The spastic trembling had passed; he felt better. One bell was still ringing in the town—a deep cathedral boom that seemed to sink into the farthest recesses of his soul … He had done all he could and a little more, and none of it had been any good to anyone. He had driven himself to absurd extremes of savagery and daring, and all it had meant was that the men whose lives and welfare he had worried himself sick over day in and day out had been killed or wounded almost to a man. What kind of man had he become? His sense of moral obligation, of duty and sacrifice, had led him to kill with cold ferocity, to drag his best friend back to death, to draw upon himself the fear and abhorrence of the more sensitive souls under his authority. And now the great butchery was over, the documents had been signed; no one had lost and no one had won, and here he lay with a great hole in his thigh and tried not to think about Ducky Marcus, who had now reached Herberger's bed and had just taken a small, silvery instrument from Miss Bishop's fair right hand.

 

He saw Caldwell
coming down the ward in the falling light, moving with that quick, purposeful stride, and his heart leaped. He raised his hand, Caldwell's head ticked with a barely perceptible nod; he drew nearer, and now Damon saw on his shoulders the single star.

“Good evening, sir. Congratulations.”

Caldwell appeared faintly embarrassed. “Yes. The gratifications of command: before, men only suspected you were a heartless monster; now, you have dispelled all doubt.” He raised his right hand then and Damon saw it was held in an anterior splint.

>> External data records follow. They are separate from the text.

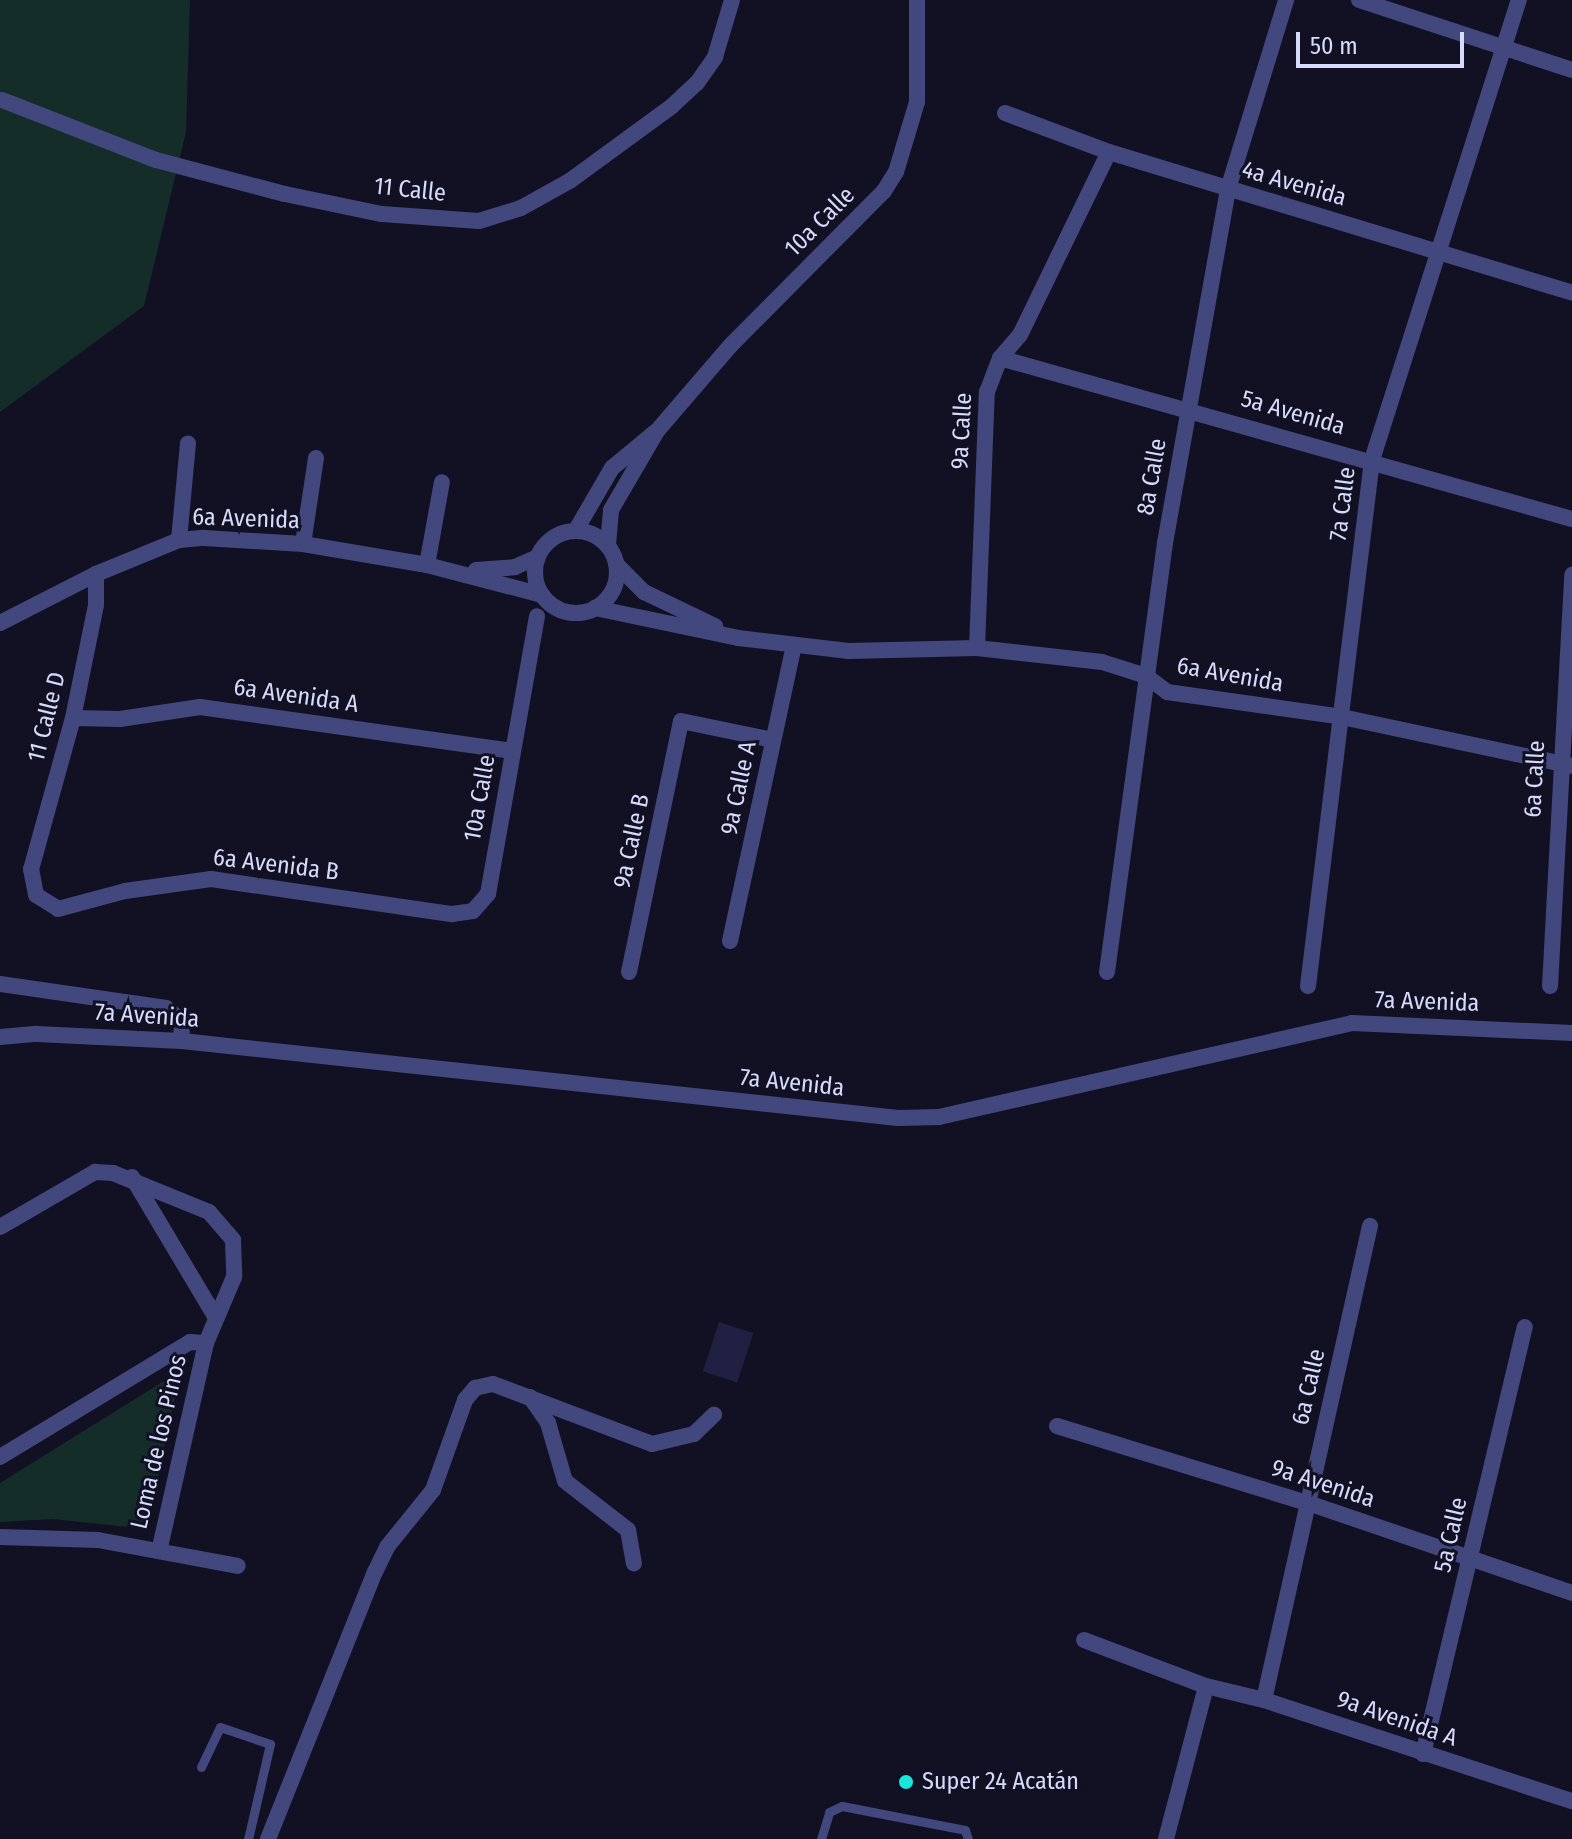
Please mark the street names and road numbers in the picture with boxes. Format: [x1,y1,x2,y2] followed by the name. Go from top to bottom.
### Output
[1238,155,1350,213] street label: 4a Avenida
[373,172,447,208] street label: 11 Calle
[779,181,861,263] street label: 10a Calle
[1238,384,1348,442] street label: 5a Avenida
[946,392,978,470] street label: 9a Calle
[1131,436,1173,518] street label: 8a Calle
[1324,465,1362,543] street label: 7a Calle
[192,503,300,535] street label: 6a Avenida
[1174,651,1286,699] street label: 6a Avenida
[22,669,72,765] street label: 11 Calle D
[232,673,360,719] street label: 6a Avenida A
[715,739,763,837] street label: 9a Calle A
[1519,740,1551,818] street label: 6a Calle
[458,753,502,843] street label: 10a Calle
[608,791,656,891] street label: 9a Calle B
[211,843,341,887] street label: 6a Avenida B
[1374,986,1480,1018] street label: 7a Avenida
[94,998,200,1034] street label: 7a Avenida
[738,1063,846,1103] street label: 7a Avenida
[1286,1346,1332,1428] street label: 6a Calle
[125,1352,193,1532] street label: Loma de los Pinos
[1268,1454,1378,1514] street label: 9a Avenida
[1428,1495,1474,1575] street label: 5a Calle
[1333,1685,1461,1753] street label: 9a Avenida A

“What happened to you, sir?”

“Ridiculous, isn't it?” Caldwell peered at it as if it were an article he'd purchased and was disappointed in. “Well, it saves me the trouble of returning salutes. Shell fragment,” he added crisply. “Broke two metacarpals. Two days after you were hit. We carried Mont Noir that afternoon, broke into the clear. I—didn't tend to it properly; and it became infected. Nuisance really.” He looked back down the ward. “How are they treating you?”

“Wonderfully, General.” It seemed odd to be calling the Old Man “General.” But there he was, the same old vigorous incisiveness that had always made Sam want to rise to the occasion, stretch his faculties to the limit. “It's been luxurious. The beds are soft, the nurses are either beautiful or efficient—and sometimes they're both. We've been deluged with fudge and other goodies at odd hours.”

“Yes, well, tell me about yourself. I mean, how are you—” He broke off as Miss Pomeroy came up to him, smiling her fresh, buoyant, intoxicating smile, and carrying a folding camp stool.